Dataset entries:
*** Block opens ***

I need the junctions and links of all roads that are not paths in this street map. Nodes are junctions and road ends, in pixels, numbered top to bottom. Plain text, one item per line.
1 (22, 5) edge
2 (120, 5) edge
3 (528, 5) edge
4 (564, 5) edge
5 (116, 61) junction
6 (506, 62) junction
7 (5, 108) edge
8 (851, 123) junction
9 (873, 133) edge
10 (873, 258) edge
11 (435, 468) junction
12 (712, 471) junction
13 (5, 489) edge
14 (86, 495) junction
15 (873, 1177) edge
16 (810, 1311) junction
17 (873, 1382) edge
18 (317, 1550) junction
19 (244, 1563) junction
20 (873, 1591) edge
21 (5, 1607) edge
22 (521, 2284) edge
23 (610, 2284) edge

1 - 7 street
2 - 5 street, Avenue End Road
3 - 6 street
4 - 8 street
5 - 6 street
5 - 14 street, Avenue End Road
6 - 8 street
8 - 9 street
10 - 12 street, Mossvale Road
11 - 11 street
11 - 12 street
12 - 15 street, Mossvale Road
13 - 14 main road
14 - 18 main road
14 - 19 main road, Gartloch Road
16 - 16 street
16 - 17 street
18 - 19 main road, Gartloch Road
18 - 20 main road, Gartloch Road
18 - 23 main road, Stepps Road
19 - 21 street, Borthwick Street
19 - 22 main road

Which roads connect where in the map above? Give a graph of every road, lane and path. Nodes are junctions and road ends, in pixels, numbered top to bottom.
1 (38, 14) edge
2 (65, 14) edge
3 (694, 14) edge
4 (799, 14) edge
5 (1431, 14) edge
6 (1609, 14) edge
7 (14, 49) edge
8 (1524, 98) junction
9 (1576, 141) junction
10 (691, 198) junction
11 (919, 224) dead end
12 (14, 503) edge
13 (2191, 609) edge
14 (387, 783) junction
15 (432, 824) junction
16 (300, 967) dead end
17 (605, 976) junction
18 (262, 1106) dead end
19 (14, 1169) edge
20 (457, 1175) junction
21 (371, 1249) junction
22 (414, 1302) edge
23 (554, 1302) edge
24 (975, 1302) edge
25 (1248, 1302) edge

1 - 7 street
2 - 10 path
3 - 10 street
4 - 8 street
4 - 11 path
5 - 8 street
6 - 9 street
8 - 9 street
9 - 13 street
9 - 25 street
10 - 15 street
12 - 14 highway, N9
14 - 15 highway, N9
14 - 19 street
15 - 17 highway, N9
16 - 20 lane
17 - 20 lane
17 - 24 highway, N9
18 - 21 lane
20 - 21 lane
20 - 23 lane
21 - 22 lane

*** Block closes ***

▸ **Task directions**
Give every entry again, exactly as it reads.

▸ **The answer**
I need the junctions and links of all roads that are not paths in this street map. Nodes are junctions and road ends, in pixels, numbered top to bottom. Plain text, one item per line.
1 (22, 5) edge
2 (120, 5) edge
3 (528, 5) edge
4 (564, 5) edge
5 (116, 61) junction
6 (506, 62) junction
7 (5, 108) edge
8 (851, 123) junction
9 (873, 133) edge
10 (873, 258) edge
11 (435, 468) junction
12 (712, 471) junction
13 (5, 489) edge
14 (86, 495) junction
15 (873, 1177) edge
16 (810, 1311) junction
17 (873, 1382) edge
18 (317, 1550) junction
19 (244, 1563) junction
20 (873, 1591) edge
21 (5, 1607) edge
22 (521, 2284) edge
23 (610, 2284) edge

1 - 7 street
2 - 5 street, Avenue End Road
3 - 6 street
4 - 8 street
5 - 6 street
5 - 14 street, Avenue End Road
6 - 8 street
8 - 9 street
10 - 12 street, Mossvale Road
11 - 11 street
11 - 12 street
12 - 15 street, Mossvale Road
13 - 14 main road
14 - 18 main road
14 - 19 main road, Gartloch Road
16 - 16 street
16 - 17 street
18 - 19 main road, Gartloch Road
18 - 20 main road, Gartloch Road
18 - 23 main road, Stepps Road
19 - 21 street, Borthwick Street
19 - 22 main road

Which roads connect where in the map above? Give a graph of every road, lane and path. Nodes are junctions and road ends, in pixels, numbered top to bottom.
1 (38, 14) edge
2 (65, 14) edge
3 (694, 14) edge
4 (799, 14) edge
5 (1431, 14) edge
6 (1609, 14) edge
7 (14, 49) edge
8 (1524, 98) junction
9 (1576, 141) junction
10 (691, 198) junction
11 (919, 224) dead end
12 (14, 503) edge
13 (2191, 609) edge
14 (387, 783) junction
15 (432, 824) junction
16 (300, 967) dead end
17 (605, 976) junction
18 (262, 1106) dead end
19 (14, 1169) edge
20 (457, 1175) junction
21 (371, 1249) junction
22 (414, 1302) edge
23 (554, 1302) edge
24 (975, 1302) edge
25 (1248, 1302) edge

1 - 7 street
2 - 10 path
3 - 10 street
4 - 8 street
4 - 11 path
5 - 8 street
6 - 9 street
8 - 9 street
9 - 13 street
9 - 25 street
10 - 15 street
12 - 14 highway, N9
14 - 15 highway, N9
14 - 19 street
15 - 17 highway, N9
16 - 20 lane
17 - 20 lane
17 - 24 highway, N9
18 - 21 lane
20 - 21 lane
20 - 23 lane
21 - 22 lane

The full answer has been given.